BackgroundStatus epilepticus (SE) is a neurologic emergency with characteristic of prolonged seizure activity. However, the investigation of lncRNA based competing endogenous RNAs (ceRNAs) network in SE still requires further elucidation. This study aims to construct the ceRNA network and uncover the related mechanism in SE. MethodsThe C57BL/6 mice pilocarpine-induced (SE) model was established (i.p. injection, 300 mg/kg) (n = 3). RNA-Sequencing was carried out and identified the differential expressed genes (DEGs). GO annotations, KEGG, and GSEA analysis were performed to study the underlying mechanism and pathways of the DEGs. Further, the protein-protein interaction (PPI) network and ceRNA network were visualized by Cytoscape software. The expression level of differential expressed genes involved in the ceRNA network was detected by qRT-PCR. ResultsA total of 345 DE-mRNAs, 84 DE-lncRNAs, and 5 DE-miRNAs were screened out.
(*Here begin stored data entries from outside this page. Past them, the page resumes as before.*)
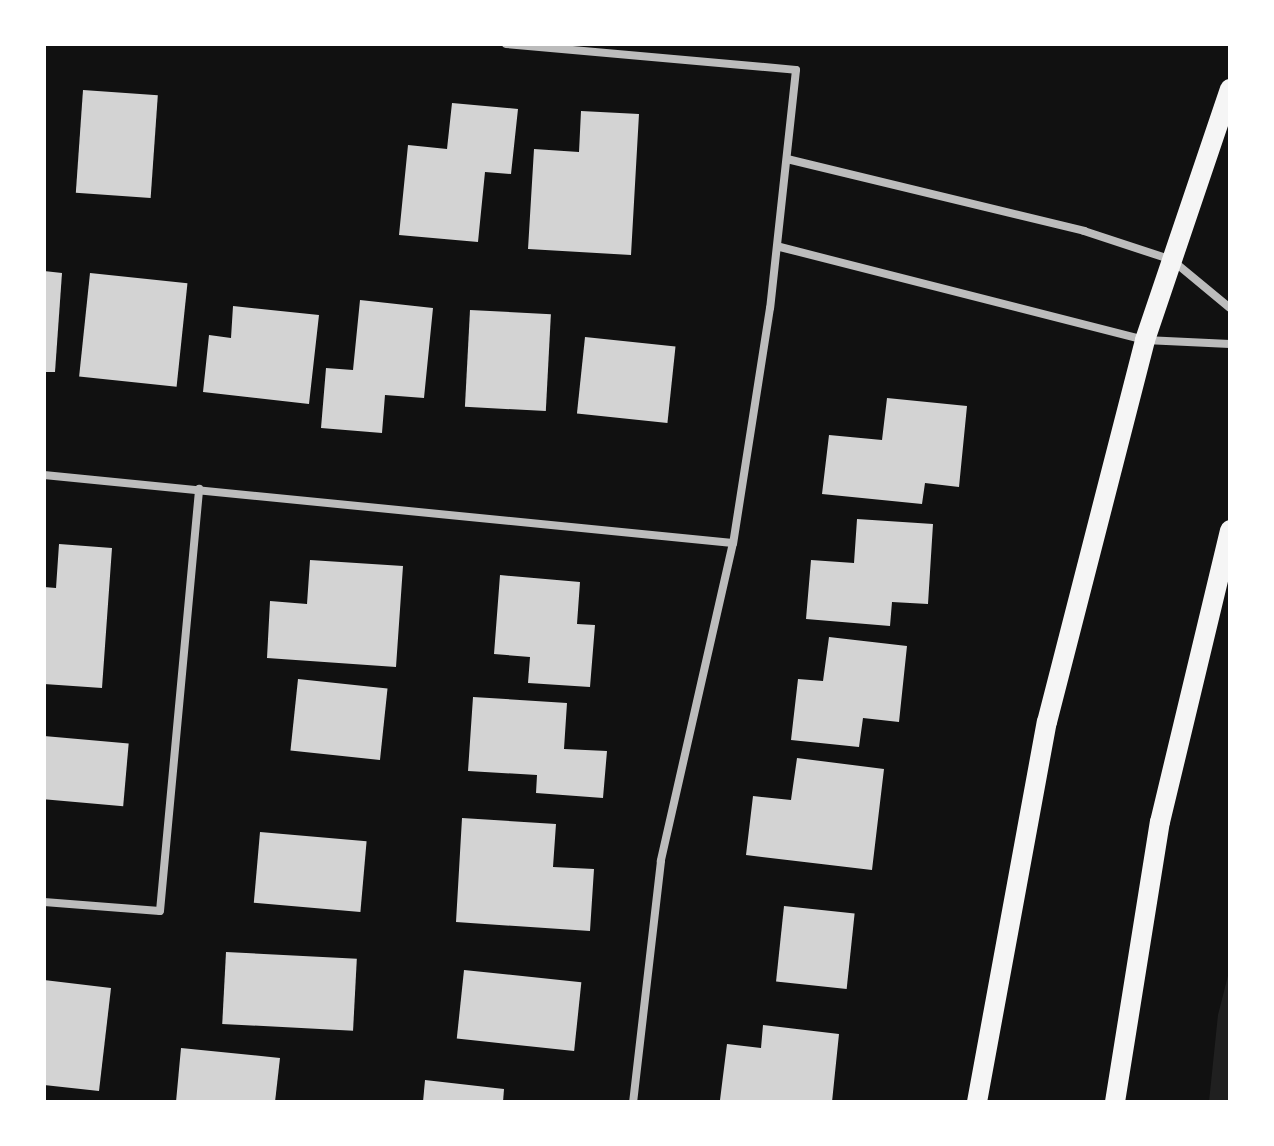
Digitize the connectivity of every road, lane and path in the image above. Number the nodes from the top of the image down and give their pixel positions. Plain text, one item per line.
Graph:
1 (506, 44) edge
2 (1230, 89) edge
3 (787, 159) junction
4 (780, 247) junction
5 (1172, 260) junction
6 (1230, 308) edge
7 (1145, 340) junction
8 (1230, 344) edge
9 (44, 475) edge
10 (199, 489) junction
11 (1230, 530) edge
12 (733, 543) junction
13 (44, 902) edge
14 (633, 1102) edge
15 (977, 1102) edge
16 (1115, 1102) edge

1 - 3 street
2 - 5 main road
3 - 4 street
3 - 5 street
4 - 7 street
4 - 12 street
5 - 6 street
5 - 7 main road
7 - 8 street
7 - 15 main road
9 - 10 street
10 - 12 street
10 - 13 street
11 - 16 main road
12 - 14 street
Subsequently, the functional analysis suggested that angiogenesis, inflammation, and neuron related biological processes were enriched in SE. The constructed ceRNA network-1 contained 7 up-regulated DE-mRNAs (Arid5a, Adm, Insig1, Midn, Btaf1, Per1, Slc25a25), 1 down-regulated DE-miRNA (mmu-miR-6413), and 1 up-regulated DE-lncRNA (Zmiz1os1). The ceRNA network-2 contained 2 down-regulated DE-mRNAs (Rab27a and Lrp2), 1 up-regulated DE-miRNAs (mmu-miR-139–5p), and 1 down-regulated DE-lncRNA (Gm15883). ConclusionFor the first time this study present the expression profile and potential function of lncRNAs in C57BL/6 mice with SE. These results provided novel insights into the discovery of genetic biomarkers for SE.